Tepat pada tanggal 10 November 1945, usai ultimatum Sekutu tidak dihiraukan oleh para pejuang. Aksi bombardemen terhadap kota Surabaya baik dari laut, udara dan darat dilakukan sejadi-jadinya dari sektor utara. Para pejuang yang bersiaga di beberapa sektor terlihat memilih untuk berlindung dari hujan bom yang ditembakkan sejak pagi.
Sebelumnya memang, pasukan pejuang telah membagi Surabaya menjadi tiga front gelaran pertempuran. Baik di sektor tengah, timur, dan barat, semua dijaga dalam formasi garis pertahanan melintang. Kecuali dengan pasukan dari Pemuda Rakyat Indonesia dibawah komando Soemarsono, mereka lebih leluasa bergerak dari sektor satu ke sektor lainnya.
Sedangkan di pihak tentara reguler ada Soengkono sebagai komandan tempur di lapangan.

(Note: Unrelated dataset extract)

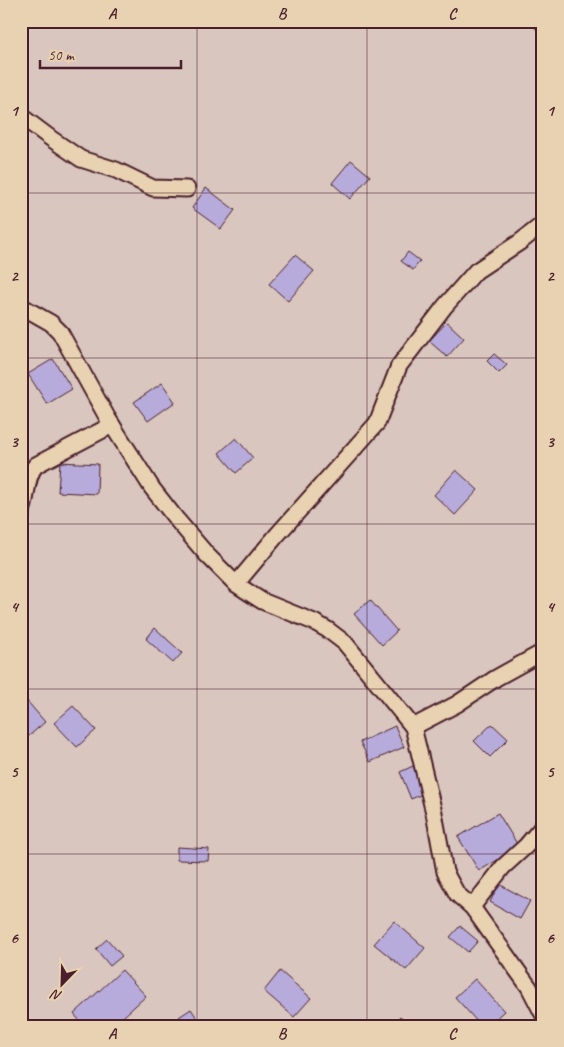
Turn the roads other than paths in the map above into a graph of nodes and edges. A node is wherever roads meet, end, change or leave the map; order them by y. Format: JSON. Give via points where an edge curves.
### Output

Bersama dengan Bung Tomo, yang didaulat sebagai agitator pembakar semangat juang rakyat. Ada peristiwa menarik di tanggal 9 November 1945 yang mungkin luput dari perhatian, yakni adanya peristiwa pembacaan Sumpah Kebulatan Tekad Pemuda Surabaya.
Dengan isi sebagai berikut;
"Sumpah Kebulatan Tekad. Tetap Merdeka! Kedaulatan negara dan bangsa Indonesia yang diproklamasikan pada tanggal 17 Agustus 1945 akan kami pertahankan dengan sungguh-sungguh, bersatu, ikhlas berkurban dengan segala tekad MERDEKA atau MATI!".
Sejak semalam, Gubernur Soerjo, Residen Soedirman, bersama Doel Arnowo melakukan kontak dengan Bung Karno. Dengan maksud meminta arahan untuk nasib kota Surabaya pasca ultimatum Sekutu. Hingga memutuskan untuk pengambilalihan sikap terhadap kota Surabaya diserahkan sepenuhnya kepada para pejuang Republik.
Artinya, upaya Bung Karno melalui Ahmad Soebarjdo dalam melakukan mediasi dengan Sekutu pun berakhir dengan kegagalan. Gubernur Soerjo akhirnya membuat keputusan yang dibacakan melalui radio RRI Surabaya, pada pukul 23. 10, dengan kalimat berikut;
"...kita tetap menolak ultimatum! dalam menghadapi segala kemungkinan, mari kita semua memelihara persatuan yang bulat antara pemerintah, TKR, polisi, serta badan-badan perjuangan pemuda dan rakyat kita. Mari kita sekarang memohon kepada Tuhan Yang Maha Esa, semoga kita sekalian mendapat kekuatan lahir batin serta rahmat dan taufik dalam perjuangan. Selamat berjuang".
Keputusan yang dimaknai sebagai perintah pertempuran itu disambut dengan suka cita. Sejak malam, parit-parit perlindungan dibangun secara gotong-royong dengan rakyat hampir di setiap lokasi pertahanan kota. Bahkan hingga tanggal 10 November 1945, menjelang waktu bombardemen oleh kapal-kapal perang Sekutu pada pukul 06.00 WIB, rakyat dan pejuang masih bahu membahu.
Ledakan dahsyat terdengar keras di setiap sudut kota Surabaya. Disertai gerakan pengungsian para penduduk yang akhirnya memilih untuk meninggalkan kota. Beberapa kantong pertahanan pejuang pun terlihat hancur lebur dihantam peluru meriam kapal perang Sekutu. Berikut dengan para korban yang mulai berjatuhan di kalangan rakyat dan pejuang.